Italian model and actress

Margareth Tamara Maccarrone (born 22 June 1982), known professionally as Margareth Madè, is an Italian actress and former model.

==Early and personal life==
Madè was born Margareth Tamara Maccarrone in Paternò, Sicily, to an Italian father and an Egyptian mother. They separated when she was 8, and Madè grew up between Adrano and Pachino. She uses a stage name because her surname is associated with pasta brands.

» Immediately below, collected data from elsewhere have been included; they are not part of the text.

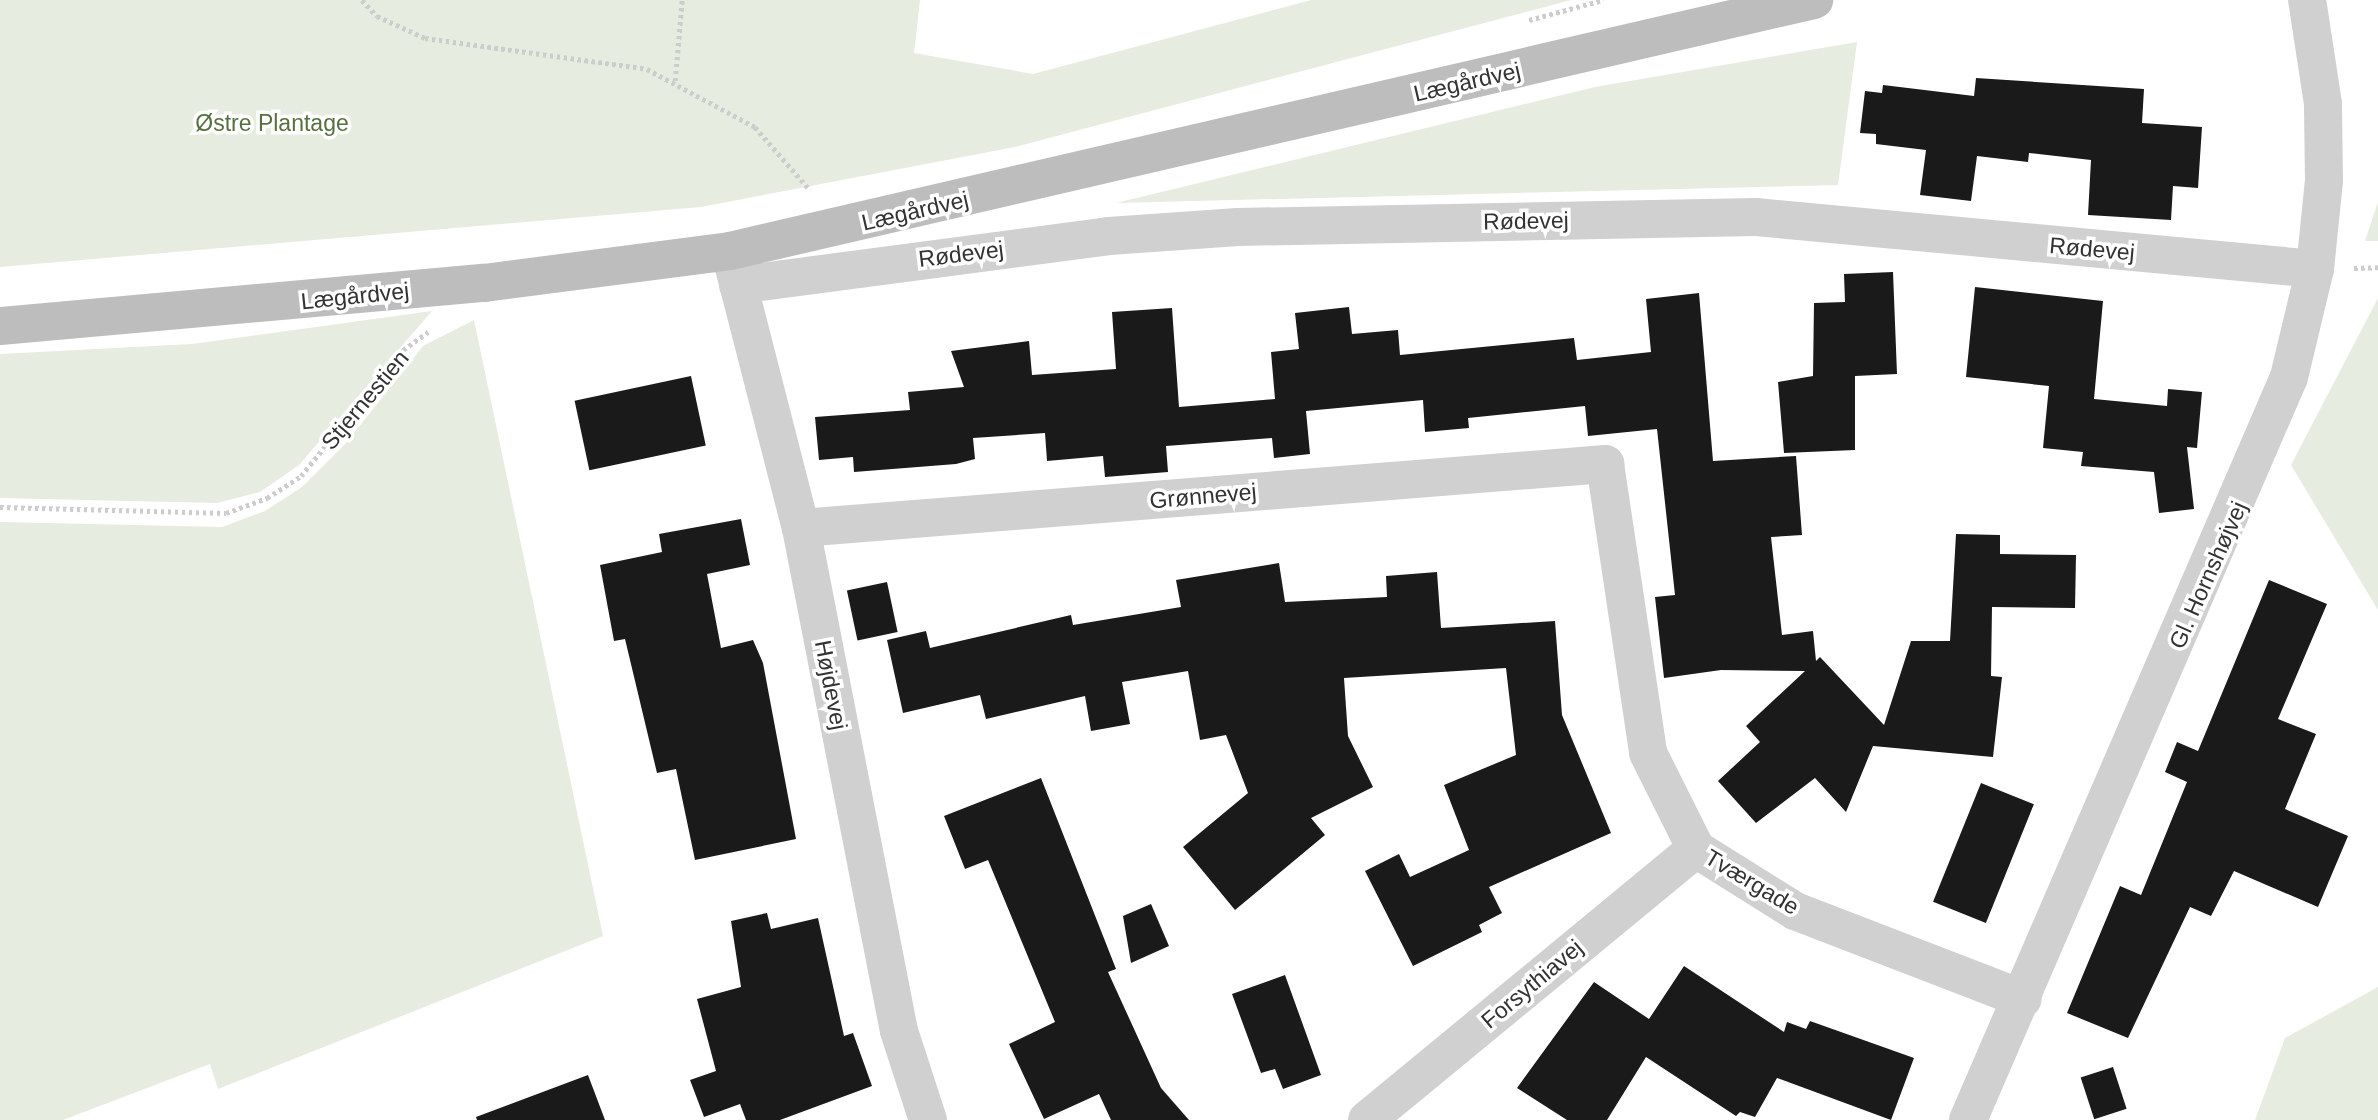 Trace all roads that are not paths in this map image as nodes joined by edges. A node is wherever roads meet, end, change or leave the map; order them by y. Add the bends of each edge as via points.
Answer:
1 (1814, 0) edge
2 (2307, 0) edge
3 (734, 268) junction
4 (2315, 270) junction
5 (0, 326) edge
6 (1605, 464) joint
7 (801, 528) junction
8 (1696, 849) junction
9 (2023, 999) junction
10 (928, 1120) edge
11 (1367, 1120) edge
12 (1968, 1120) edge

1 - 3 street, Lægårdvej
2 - 4 street, Gl. Hornshøjvej via 2323,104
3 - 4 street, Rødevej via 1238,227 1756,217
3 - 5 street, Lægårdvej via 484,283
3 - 7 street, Højdevej
4 - 9 street, Gl. Hornshøjvej via 2289,377 2249,482
6 - 7 street, Grønnevej
6 - 8 street, Tværgade via 1648,753
7 - 10 street, Højdevej via 899,1031
8 - 9 street, Tværgade via 1795,911
8 - 11 street, Forsythiavej
9 - 12 street, Gl. Hornshøjvej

On 20 August 2016, Madè married fellow Italian actor Giuseppe Zeno in a Catholic wedding ceremony. The couple has two daughters: Angelica (born 8 November 2017) and Beatrice (born 4 September 2020).

== Career ==

Madè began her modeling career at the age of 15 and, in 2000, won WhyNot Agency's New Model Today contest in Milan. She has appeared on international fashion shows and television programs such as Donna sotto le stelle (2000/2002) and La Kore (2002), both broadcast by Rai Uno.

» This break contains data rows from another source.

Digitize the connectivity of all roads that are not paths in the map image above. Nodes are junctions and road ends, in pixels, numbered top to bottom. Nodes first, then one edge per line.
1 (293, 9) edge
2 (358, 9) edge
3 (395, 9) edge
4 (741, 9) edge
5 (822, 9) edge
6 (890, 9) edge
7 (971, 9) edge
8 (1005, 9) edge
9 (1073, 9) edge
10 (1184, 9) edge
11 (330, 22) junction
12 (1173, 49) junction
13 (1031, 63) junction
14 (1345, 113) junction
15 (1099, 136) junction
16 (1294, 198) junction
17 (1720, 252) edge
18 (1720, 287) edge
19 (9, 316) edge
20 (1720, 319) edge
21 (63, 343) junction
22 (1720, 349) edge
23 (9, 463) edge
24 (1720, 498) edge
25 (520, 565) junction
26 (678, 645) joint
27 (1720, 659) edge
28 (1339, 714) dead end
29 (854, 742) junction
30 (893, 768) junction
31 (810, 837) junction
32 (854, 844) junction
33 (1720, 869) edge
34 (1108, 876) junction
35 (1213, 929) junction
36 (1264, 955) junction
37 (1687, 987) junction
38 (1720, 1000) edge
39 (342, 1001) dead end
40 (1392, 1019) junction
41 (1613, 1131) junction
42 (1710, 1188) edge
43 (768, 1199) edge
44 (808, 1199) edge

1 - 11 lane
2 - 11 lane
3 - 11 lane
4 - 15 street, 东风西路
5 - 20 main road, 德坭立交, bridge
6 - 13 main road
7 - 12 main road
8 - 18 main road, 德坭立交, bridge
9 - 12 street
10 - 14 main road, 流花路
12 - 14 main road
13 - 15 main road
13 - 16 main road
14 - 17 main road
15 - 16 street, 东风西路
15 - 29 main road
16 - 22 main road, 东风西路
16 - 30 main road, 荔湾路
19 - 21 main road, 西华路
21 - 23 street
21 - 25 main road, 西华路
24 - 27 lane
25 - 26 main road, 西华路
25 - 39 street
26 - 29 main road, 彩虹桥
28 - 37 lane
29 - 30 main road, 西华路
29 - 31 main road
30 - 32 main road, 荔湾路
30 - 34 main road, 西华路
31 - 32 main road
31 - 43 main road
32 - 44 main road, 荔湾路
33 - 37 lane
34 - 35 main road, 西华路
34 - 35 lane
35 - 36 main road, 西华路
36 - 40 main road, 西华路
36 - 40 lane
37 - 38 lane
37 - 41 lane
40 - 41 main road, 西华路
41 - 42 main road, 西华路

Madè made her film debut as Mannina in Giuseppe Tornatore's Baarìa (2008). She played Sophia Loren in the miniseries La mia casa è piena di specchi (2010).

== Filmography ==
=== Film ===
- Baarìa, directed by Giuseppe Tornatore (2009)
- Una donna per la vita, directed by Maurizio Casagrande (2012)
- ...E fuora, nevica, directed by Vincenzo Salemme (2014)
- Andròn: the Black Labirinth, directed by Francesco Cinquemani (2015)
- The Veil of Maya, directed by Elisabetta Rocchetti (2017)
- Il mio corpo vi seppellirà, directed by Giovanni La Parola (2021)

=== Television ===
- La mia casa è piena di specchi, directed by Vittorio Sindoni, Rai Uno (2010)
- Il paese delle piccole pioggie, directed by Sergio Martino (2012)
- Buio, directed by Nicolaj Pennestri, Canale 5 (2013)
- Il commissario Montalbano (Rai Uno), episode "Angelica's smile" (2013)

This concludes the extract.